● Task prompt
Transcribe the records word for word, leaving nothing out.

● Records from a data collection
********************

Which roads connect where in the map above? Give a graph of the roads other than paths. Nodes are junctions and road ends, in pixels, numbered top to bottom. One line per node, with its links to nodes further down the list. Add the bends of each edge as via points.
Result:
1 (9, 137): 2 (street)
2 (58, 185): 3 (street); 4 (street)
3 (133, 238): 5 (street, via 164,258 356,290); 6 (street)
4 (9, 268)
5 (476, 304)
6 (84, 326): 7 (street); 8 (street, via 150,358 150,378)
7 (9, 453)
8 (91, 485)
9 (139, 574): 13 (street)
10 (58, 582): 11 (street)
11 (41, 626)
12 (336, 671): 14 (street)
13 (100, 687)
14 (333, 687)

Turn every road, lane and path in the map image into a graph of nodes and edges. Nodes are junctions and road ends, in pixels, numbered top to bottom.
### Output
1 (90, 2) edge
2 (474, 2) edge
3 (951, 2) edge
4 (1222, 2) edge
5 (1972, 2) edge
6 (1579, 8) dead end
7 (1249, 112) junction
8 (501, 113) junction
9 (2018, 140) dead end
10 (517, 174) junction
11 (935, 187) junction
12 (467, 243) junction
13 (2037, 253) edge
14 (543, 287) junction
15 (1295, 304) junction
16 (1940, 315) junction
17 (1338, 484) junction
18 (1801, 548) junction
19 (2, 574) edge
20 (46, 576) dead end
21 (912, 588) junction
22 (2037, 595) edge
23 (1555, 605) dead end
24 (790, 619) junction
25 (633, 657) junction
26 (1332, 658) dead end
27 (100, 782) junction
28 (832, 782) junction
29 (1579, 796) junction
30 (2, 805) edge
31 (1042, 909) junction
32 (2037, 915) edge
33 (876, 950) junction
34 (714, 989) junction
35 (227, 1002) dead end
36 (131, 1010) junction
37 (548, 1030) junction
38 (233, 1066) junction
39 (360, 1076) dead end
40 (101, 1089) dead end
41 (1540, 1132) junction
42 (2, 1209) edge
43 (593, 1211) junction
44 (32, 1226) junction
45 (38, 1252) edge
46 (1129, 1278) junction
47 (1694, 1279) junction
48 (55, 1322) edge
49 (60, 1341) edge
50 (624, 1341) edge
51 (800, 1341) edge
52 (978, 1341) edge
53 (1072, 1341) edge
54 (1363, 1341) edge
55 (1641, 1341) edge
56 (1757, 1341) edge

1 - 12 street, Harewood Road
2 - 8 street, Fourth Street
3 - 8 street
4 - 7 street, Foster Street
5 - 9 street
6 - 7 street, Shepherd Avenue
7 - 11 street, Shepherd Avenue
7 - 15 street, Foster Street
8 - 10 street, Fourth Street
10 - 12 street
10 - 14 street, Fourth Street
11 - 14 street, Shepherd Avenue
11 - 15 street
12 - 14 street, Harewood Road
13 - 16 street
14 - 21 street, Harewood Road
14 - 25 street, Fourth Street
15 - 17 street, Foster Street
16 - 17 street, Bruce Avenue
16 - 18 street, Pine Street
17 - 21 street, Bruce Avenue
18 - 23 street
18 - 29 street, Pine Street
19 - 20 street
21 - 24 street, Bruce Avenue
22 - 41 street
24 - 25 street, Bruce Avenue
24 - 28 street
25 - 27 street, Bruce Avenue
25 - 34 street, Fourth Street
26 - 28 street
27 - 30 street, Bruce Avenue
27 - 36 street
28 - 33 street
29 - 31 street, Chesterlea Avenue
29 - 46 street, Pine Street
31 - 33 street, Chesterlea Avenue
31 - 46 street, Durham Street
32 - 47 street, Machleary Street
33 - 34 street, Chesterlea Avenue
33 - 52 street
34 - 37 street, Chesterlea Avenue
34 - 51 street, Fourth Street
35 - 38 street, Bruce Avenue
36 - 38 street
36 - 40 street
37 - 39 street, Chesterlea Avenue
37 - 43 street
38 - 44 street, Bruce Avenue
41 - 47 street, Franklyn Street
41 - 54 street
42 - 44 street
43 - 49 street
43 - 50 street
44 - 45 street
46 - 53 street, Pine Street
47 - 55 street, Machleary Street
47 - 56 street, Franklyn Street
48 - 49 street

********************

● Answer section
Which roads connect where in the map above? Give a graph of the roads other than paths. Nodes are junctions and road ends, in pixels, numbered top to bottom. One line per node, with its links to nodes further down the list. Add the bends of each edge as via points.
Result:
1 (9, 137): 2 (street)
2 (58, 185): 3 (street); 4 (street)
3 (133, 238): 5 (street, via 164,258 356,290); 6 (street)
4 (9, 268)
5 (476, 304)
6 (84, 326): 7 (street); 8 (street, via 150,358 150,378)
7 (9, 453)
8 (91, 485)
9 (139, 574): 13 (street)
10 (58, 582): 11 (street)
11 (41, 626)
12 (336, 671): 14 (street)
13 (100, 687)
14 (333, 687)

Turn every road, lane and path in the map image into a graph of nodes and edges. Nodes are junctions and road ends, in pixels, numbered top to bottom.
### Output
1 (90, 2) edge
2 (474, 2) edge
3 (951, 2) edge
4 (1222, 2) edge
5 (1972, 2) edge
6 (1579, 8) dead end
7 (1249, 112) junction
8 (501, 113) junction
9 (2018, 140) dead end
10 (517, 174) junction
11 (935, 187) junction
12 (467, 243) junction
13 (2037, 253) edge
14 (543, 287) junction
15 (1295, 304) junction
16 (1940, 315) junction
17 (1338, 484) junction
18 (1801, 548) junction
19 (2, 574) edge
20 (46, 576) dead end
21 (912, 588) junction
22 (2037, 595) edge
23 (1555, 605) dead end
24 (790, 619) junction
25 (633, 657) junction
26 (1332, 658) dead end
27 (100, 782) junction
28 (832, 782) junction
29 (1579, 796) junction
30 (2, 805) edge
31 (1042, 909) junction
32 (2037, 915) edge
33 (876, 950) junction
34 (714, 989) junction
35 (227, 1002) dead end
36 (131, 1010) junction
37 (548, 1030) junction
38 (233, 1066) junction
39 (360, 1076) dead end
40 (101, 1089) dead end
41 (1540, 1132) junction
42 (2, 1209) edge
43 (593, 1211) junction
44 (32, 1226) junction
45 (38, 1252) edge
46 (1129, 1278) junction
47 (1694, 1279) junction
48 (55, 1322) edge
49 (60, 1341) edge
50 (624, 1341) edge
51 (800, 1341) edge
52 (978, 1341) edge
53 (1072, 1341) edge
54 (1363, 1341) edge
55 (1641, 1341) edge
56 (1757, 1341) edge

1 - 12 street, Harewood Road
2 - 8 street, Fourth Street
3 - 8 street
4 - 7 street, Foster Street
5 - 9 street
6 - 7 street, Shepherd Avenue
7 - 11 street, Shepherd Avenue
7 - 15 street, Foster Street
8 - 10 street, Fourth Street
10 - 12 street
10 - 14 street, Fourth Street
11 - 14 street, Shepherd Avenue
11 - 15 street
12 - 14 street, Harewood Road
13 - 16 street
14 - 21 street, Harewood Road
14 - 25 street, Fourth Street
15 - 17 street, Foster Street
16 - 17 street, Bruce Avenue
16 - 18 street, Pine Street
17 - 21 street, Bruce Avenue
18 - 23 street
18 - 29 street, Pine Street
19 - 20 street
21 - 24 street, Bruce Avenue
22 - 41 street
24 - 25 street, Bruce Avenue
24 - 28 street
25 - 27 street, Bruce Avenue
25 - 34 street, Fourth Street
26 - 28 street
27 - 30 street, Bruce Avenue
27 - 36 street
28 - 33 street
29 - 31 street, Chesterlea Avenue
29 - 46 street, Pine Street
31 - 33 street, Chesterlea Avenue
31 - 46 street, Durham Street
32 - 47 street, Machleary Street
33 - 34 street, Chesterlea Avenue
33 - 52 street
34 - 37 street, Chesterlea Avenue
34 - 51 street, Fourth Street
35 - 38 street, Bruce Avenue
36 - 38 street
36 - 40 street
37 - 39 street, Chesterlea Avenue
37 - 43 street
38 - 44 street, Bruce Avenue
41 - 47 street, Franklyn Street
41 - 54 street
42 - 44 street
43 - 49 street
43 - 50 street
44 - 45 street
46 - 53 street, Pine Street
47 - 55 street, Machleary Street
47 - 56 street, Franklyn Street
48 - 49 street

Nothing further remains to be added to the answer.